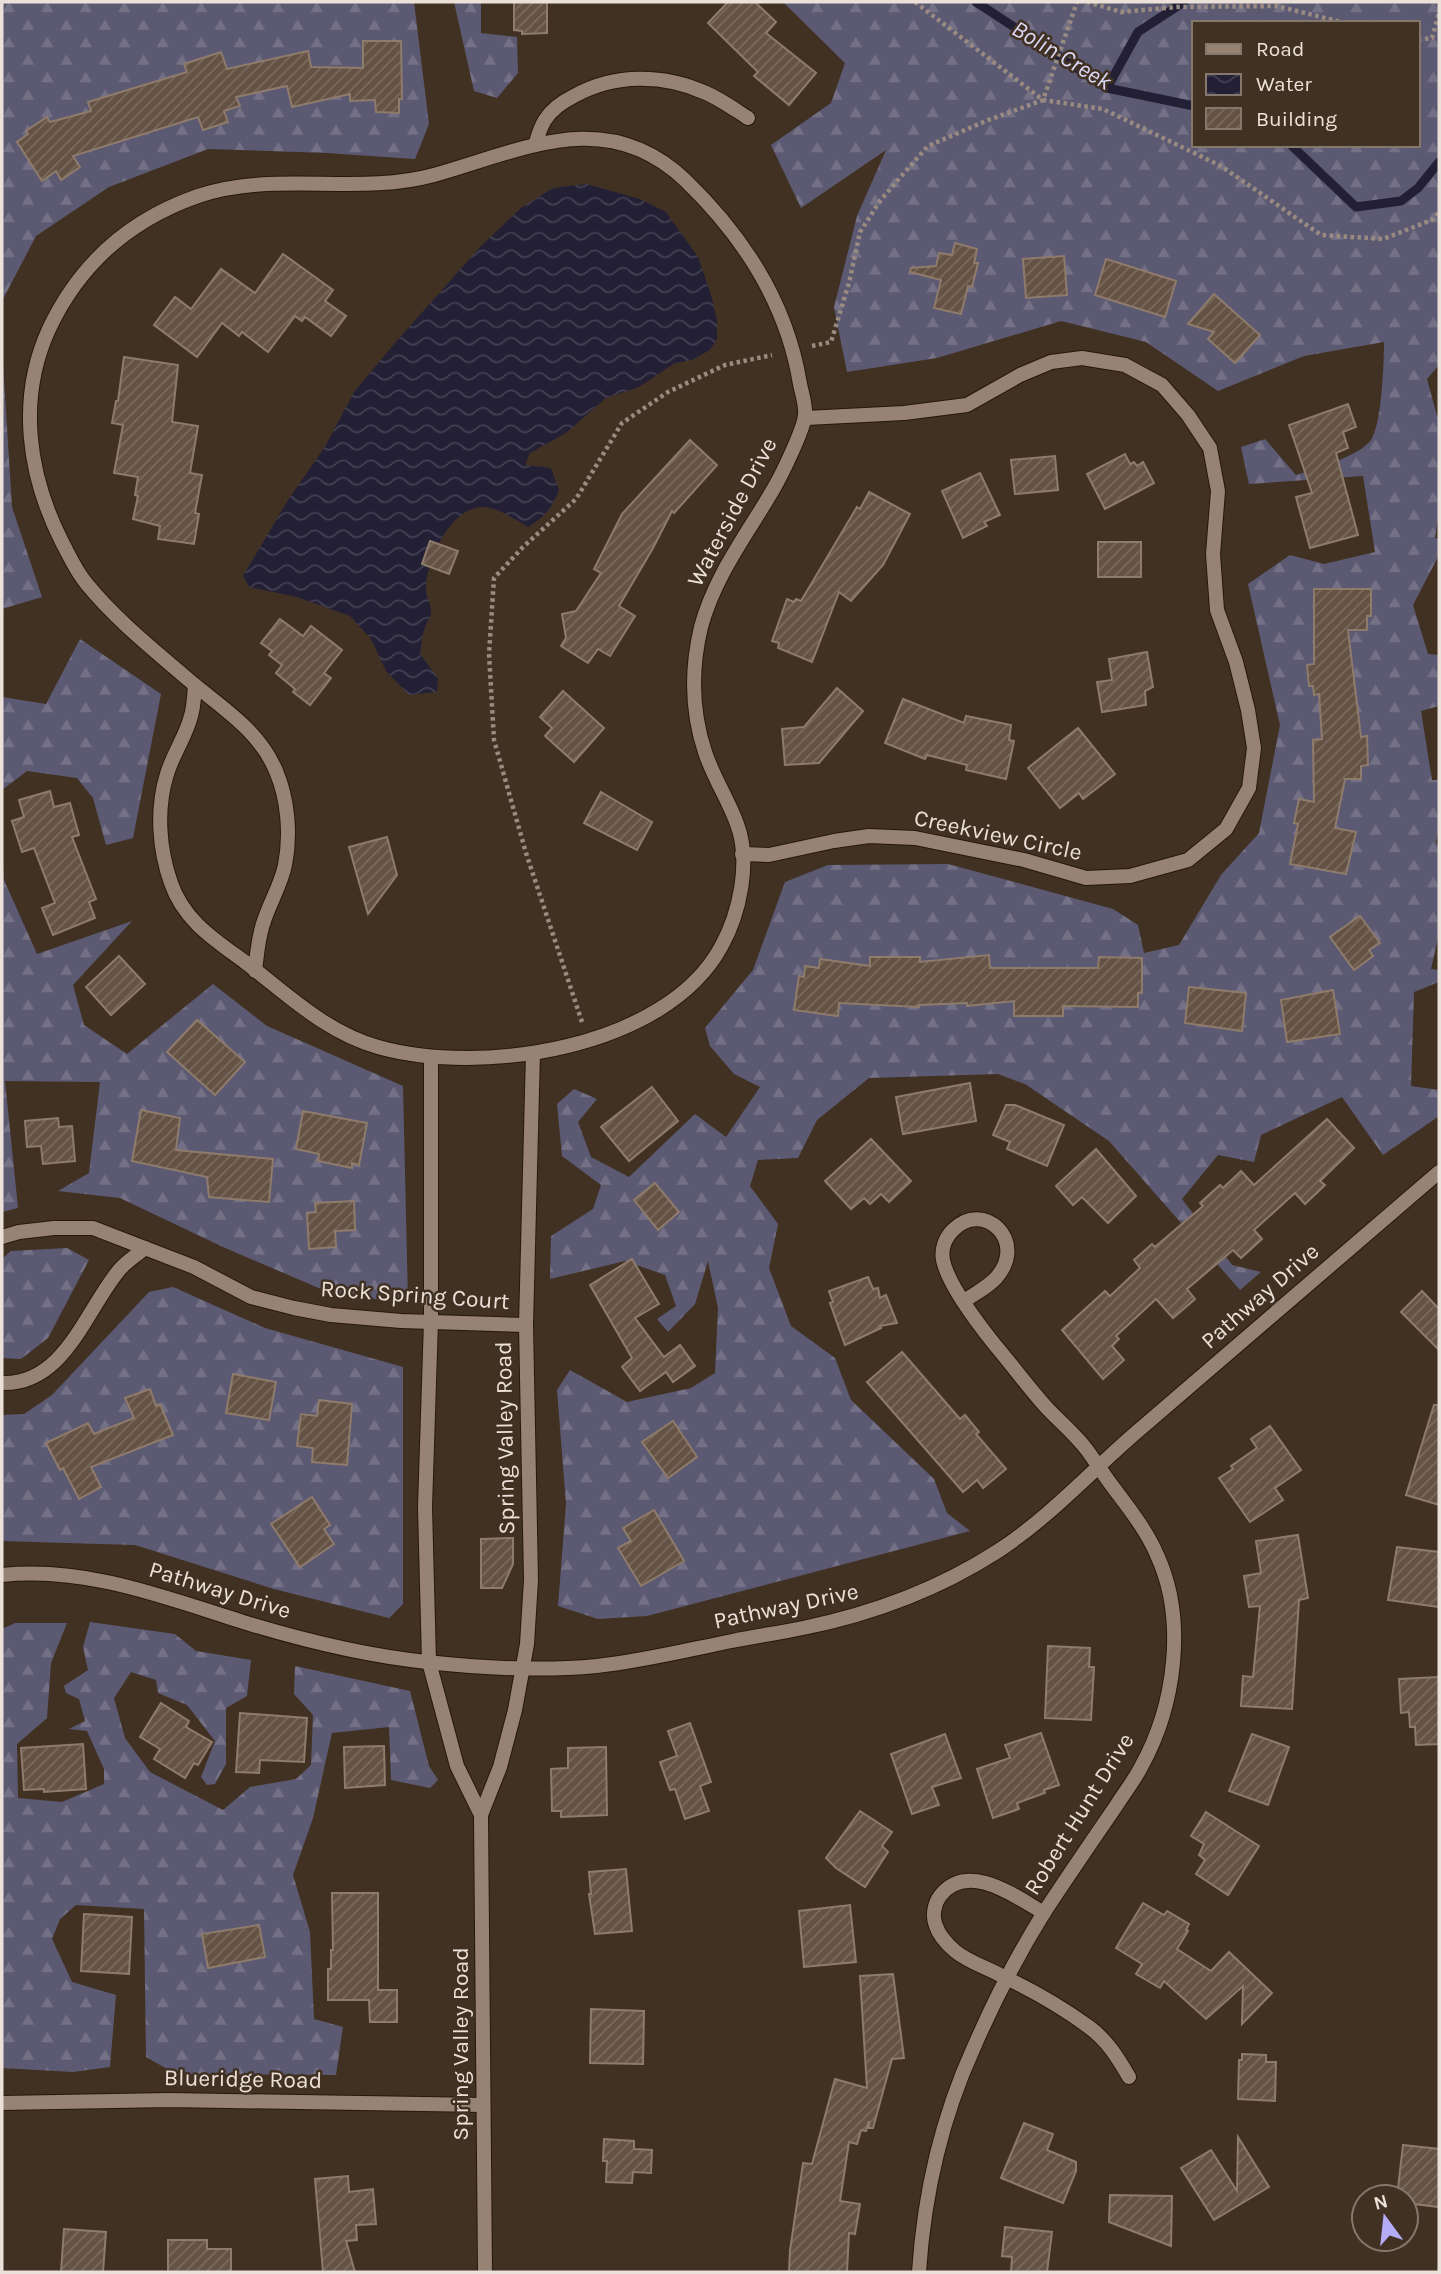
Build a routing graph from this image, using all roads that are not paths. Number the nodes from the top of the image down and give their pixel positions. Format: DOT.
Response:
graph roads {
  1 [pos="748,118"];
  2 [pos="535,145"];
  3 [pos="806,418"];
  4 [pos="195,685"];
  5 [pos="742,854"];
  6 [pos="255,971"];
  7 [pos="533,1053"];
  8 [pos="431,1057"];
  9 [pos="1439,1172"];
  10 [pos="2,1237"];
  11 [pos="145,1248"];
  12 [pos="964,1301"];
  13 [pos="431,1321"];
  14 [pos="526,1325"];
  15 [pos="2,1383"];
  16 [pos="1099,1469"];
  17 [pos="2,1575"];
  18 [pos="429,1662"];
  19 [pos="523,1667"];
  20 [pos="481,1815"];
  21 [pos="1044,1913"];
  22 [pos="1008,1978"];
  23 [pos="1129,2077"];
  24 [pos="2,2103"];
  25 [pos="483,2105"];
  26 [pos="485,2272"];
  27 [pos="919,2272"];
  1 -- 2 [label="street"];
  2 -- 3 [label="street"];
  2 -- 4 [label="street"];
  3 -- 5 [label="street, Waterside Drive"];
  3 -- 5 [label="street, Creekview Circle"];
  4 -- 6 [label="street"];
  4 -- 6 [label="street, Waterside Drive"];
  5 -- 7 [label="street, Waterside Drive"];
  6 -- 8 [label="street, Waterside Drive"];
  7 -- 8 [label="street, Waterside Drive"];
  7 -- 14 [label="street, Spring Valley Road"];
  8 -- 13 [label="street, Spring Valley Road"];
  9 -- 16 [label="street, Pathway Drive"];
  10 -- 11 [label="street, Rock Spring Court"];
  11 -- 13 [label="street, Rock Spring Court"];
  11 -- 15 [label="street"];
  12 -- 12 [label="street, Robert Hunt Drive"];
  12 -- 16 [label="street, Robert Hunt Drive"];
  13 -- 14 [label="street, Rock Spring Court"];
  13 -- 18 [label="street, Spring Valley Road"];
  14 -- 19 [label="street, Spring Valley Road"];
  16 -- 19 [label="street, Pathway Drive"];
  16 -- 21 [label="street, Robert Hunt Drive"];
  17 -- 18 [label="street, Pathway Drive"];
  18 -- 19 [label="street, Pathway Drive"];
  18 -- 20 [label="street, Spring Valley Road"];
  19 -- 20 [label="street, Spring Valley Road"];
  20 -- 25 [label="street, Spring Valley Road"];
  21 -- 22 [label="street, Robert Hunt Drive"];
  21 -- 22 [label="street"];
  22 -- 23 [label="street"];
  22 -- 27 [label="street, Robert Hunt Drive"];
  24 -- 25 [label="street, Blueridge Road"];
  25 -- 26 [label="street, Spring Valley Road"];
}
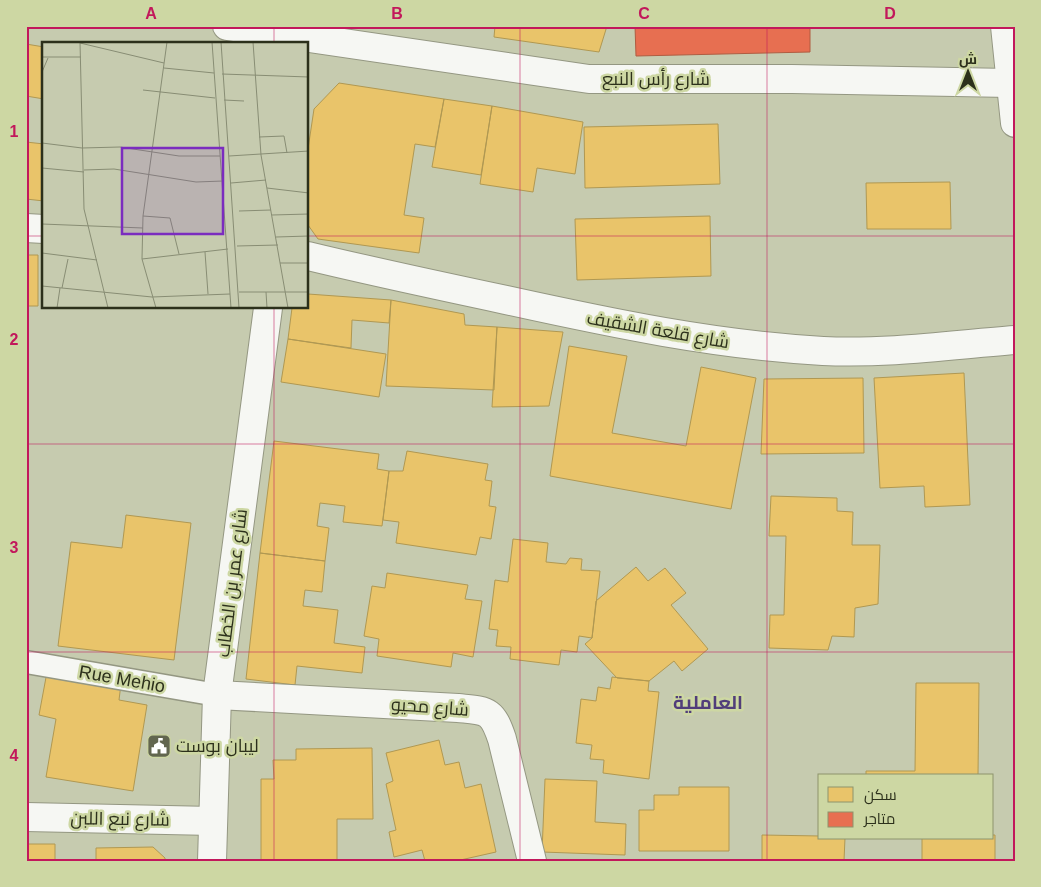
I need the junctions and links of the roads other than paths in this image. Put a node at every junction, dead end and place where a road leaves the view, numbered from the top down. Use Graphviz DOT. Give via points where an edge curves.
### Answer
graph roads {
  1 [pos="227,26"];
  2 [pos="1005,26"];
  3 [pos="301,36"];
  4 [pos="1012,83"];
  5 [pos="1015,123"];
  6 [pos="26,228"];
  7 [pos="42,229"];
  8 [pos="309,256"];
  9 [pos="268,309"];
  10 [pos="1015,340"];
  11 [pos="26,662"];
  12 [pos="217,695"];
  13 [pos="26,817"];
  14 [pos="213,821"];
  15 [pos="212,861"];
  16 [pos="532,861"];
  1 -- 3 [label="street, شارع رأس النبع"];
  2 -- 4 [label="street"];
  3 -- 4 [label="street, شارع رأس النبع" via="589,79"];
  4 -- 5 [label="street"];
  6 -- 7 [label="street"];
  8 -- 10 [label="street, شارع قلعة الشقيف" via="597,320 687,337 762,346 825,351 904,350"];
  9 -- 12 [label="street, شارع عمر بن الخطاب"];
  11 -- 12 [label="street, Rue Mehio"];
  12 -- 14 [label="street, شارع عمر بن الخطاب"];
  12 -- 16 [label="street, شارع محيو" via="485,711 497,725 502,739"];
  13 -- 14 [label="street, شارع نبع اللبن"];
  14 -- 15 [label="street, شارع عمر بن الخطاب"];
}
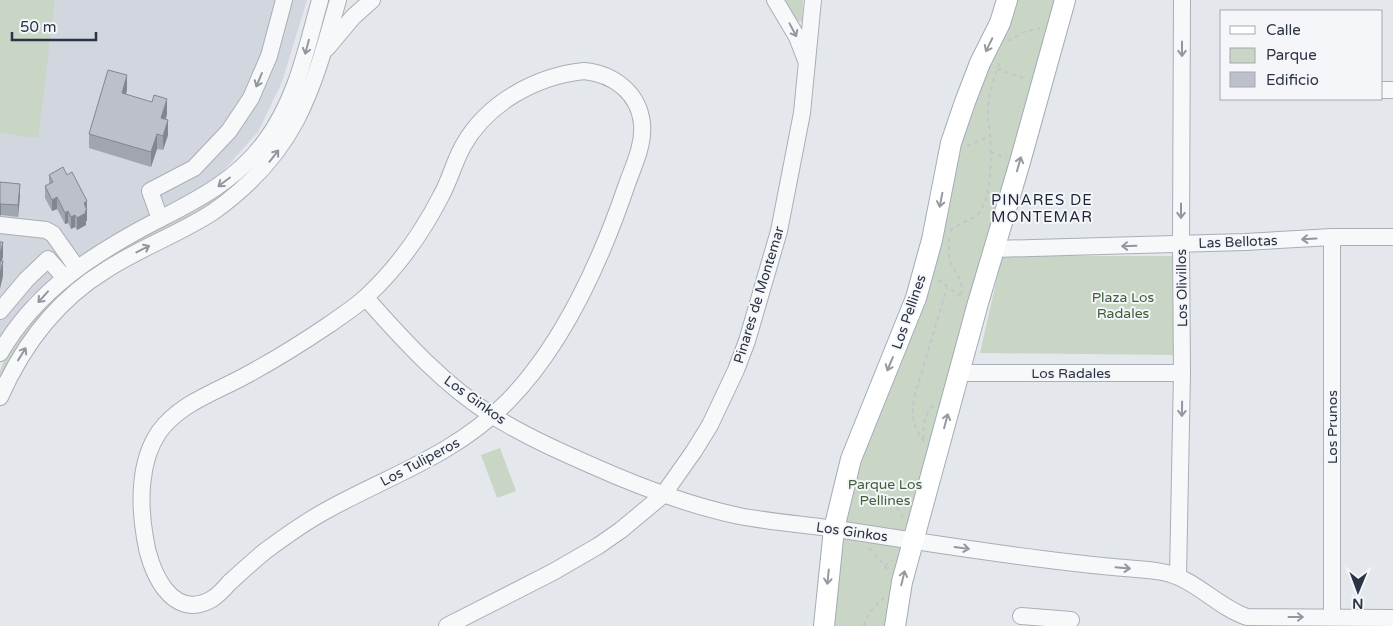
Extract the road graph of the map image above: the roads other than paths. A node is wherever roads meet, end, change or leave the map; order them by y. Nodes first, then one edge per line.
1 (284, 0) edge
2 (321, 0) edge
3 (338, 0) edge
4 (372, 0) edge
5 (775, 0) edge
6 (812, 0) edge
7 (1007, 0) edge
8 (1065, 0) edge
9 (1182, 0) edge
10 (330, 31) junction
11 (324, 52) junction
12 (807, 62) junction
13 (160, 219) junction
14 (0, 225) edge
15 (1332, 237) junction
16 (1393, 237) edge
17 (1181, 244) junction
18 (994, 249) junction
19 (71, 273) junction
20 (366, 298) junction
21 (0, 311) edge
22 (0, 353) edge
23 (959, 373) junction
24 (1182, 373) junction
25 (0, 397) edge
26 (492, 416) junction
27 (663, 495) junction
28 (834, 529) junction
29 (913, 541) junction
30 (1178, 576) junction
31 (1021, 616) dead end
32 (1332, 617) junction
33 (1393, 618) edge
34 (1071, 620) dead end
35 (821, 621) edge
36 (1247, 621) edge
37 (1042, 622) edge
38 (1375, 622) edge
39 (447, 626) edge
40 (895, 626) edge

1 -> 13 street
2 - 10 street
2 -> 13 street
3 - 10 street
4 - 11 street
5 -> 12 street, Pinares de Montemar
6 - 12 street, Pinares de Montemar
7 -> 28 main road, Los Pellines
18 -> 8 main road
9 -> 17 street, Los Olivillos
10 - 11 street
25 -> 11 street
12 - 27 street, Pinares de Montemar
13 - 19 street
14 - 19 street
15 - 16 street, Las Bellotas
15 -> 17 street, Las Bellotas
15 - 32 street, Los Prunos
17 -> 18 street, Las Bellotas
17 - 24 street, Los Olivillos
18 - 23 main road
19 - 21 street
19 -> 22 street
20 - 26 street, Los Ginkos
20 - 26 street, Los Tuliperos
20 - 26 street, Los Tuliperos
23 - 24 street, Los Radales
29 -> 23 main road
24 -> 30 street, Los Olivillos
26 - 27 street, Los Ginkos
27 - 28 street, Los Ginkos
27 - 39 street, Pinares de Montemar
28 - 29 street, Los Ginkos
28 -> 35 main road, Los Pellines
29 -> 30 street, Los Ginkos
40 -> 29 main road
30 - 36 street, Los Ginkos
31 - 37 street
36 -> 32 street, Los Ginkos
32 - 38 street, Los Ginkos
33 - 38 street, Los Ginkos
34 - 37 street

• • • • •

*EXERCISE OBJECTIVE*.
Copy each line of the listing that includes "Court".

*TASK ANSWER*.
  10 -- 11 [label="street, Rock Spring Court"];
  11 -- 13 [label="street, Rock Spring Court"];
  13 -- 14 [label="street, Rock Spring Court"];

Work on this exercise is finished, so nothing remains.